§ **Your task**: Filter the entries beneath this task, copying only the lines that hold the word "paths".

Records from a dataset
==================================================
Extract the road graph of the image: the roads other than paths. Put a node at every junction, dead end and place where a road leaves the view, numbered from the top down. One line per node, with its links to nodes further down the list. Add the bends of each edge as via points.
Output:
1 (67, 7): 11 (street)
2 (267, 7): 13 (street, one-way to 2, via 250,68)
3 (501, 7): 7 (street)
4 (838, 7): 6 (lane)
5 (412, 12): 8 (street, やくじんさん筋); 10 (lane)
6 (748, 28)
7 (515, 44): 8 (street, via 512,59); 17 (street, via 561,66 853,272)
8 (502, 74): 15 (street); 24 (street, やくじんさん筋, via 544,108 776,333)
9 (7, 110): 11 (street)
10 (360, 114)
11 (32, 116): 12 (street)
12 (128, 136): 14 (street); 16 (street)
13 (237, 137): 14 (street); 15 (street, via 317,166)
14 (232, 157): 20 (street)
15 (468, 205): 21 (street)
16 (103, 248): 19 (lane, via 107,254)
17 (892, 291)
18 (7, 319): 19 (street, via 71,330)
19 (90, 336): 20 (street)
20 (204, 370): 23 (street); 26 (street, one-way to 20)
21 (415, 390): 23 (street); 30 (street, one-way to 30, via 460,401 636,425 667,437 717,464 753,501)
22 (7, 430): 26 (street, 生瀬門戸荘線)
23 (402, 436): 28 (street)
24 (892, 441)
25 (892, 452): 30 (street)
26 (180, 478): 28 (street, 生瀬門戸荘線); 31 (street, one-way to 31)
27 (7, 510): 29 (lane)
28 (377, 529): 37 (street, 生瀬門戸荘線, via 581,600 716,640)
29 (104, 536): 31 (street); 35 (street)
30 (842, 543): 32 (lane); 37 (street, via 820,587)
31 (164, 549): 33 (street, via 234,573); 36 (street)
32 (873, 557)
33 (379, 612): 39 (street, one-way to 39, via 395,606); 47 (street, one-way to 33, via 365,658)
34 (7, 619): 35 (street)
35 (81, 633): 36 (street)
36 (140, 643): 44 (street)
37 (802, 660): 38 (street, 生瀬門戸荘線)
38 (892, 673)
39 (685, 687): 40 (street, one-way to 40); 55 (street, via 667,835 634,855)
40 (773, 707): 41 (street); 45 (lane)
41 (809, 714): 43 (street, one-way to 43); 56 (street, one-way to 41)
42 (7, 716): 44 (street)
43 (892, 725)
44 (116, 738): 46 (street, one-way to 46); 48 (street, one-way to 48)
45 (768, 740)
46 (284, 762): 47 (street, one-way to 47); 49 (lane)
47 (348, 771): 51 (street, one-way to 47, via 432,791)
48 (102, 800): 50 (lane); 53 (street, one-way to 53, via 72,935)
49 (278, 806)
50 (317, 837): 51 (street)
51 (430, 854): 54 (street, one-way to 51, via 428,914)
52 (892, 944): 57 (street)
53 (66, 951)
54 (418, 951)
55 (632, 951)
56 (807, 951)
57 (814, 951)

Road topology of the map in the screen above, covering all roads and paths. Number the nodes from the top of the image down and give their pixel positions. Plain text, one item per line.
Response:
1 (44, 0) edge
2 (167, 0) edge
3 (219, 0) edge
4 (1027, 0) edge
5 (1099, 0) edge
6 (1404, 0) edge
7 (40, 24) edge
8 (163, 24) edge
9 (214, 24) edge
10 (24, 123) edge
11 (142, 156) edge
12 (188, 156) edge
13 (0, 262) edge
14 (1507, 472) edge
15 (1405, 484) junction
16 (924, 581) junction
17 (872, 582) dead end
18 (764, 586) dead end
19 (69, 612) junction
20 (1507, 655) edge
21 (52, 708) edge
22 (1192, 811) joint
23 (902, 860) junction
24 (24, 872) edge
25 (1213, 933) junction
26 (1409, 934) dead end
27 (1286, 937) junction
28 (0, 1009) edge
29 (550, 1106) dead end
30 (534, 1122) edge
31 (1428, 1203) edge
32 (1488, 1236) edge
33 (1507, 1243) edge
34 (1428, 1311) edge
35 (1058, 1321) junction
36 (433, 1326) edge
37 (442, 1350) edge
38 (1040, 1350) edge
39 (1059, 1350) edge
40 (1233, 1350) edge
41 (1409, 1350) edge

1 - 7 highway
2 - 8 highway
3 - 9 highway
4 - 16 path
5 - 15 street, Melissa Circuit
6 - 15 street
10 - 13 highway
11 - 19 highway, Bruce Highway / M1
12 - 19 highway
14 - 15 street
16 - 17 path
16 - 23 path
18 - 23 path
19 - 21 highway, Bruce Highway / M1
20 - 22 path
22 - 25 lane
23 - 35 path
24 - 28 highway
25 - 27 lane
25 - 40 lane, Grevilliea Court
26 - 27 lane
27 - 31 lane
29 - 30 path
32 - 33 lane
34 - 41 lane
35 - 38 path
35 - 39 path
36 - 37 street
==================================================
§ **Written response**:
Extract the road graph of the image: the roads other than paths. Put a node at every junction, dead end and place where a road leaves the view, numbered from the top down. One line per node, with its links to nodes further down the list. Add the bends of each edge as via points.
Road topology of the map in the screen above, covering all roads and paths. Number the nodes from the top of the image down and give their pixel positions. Plain text, one item per line.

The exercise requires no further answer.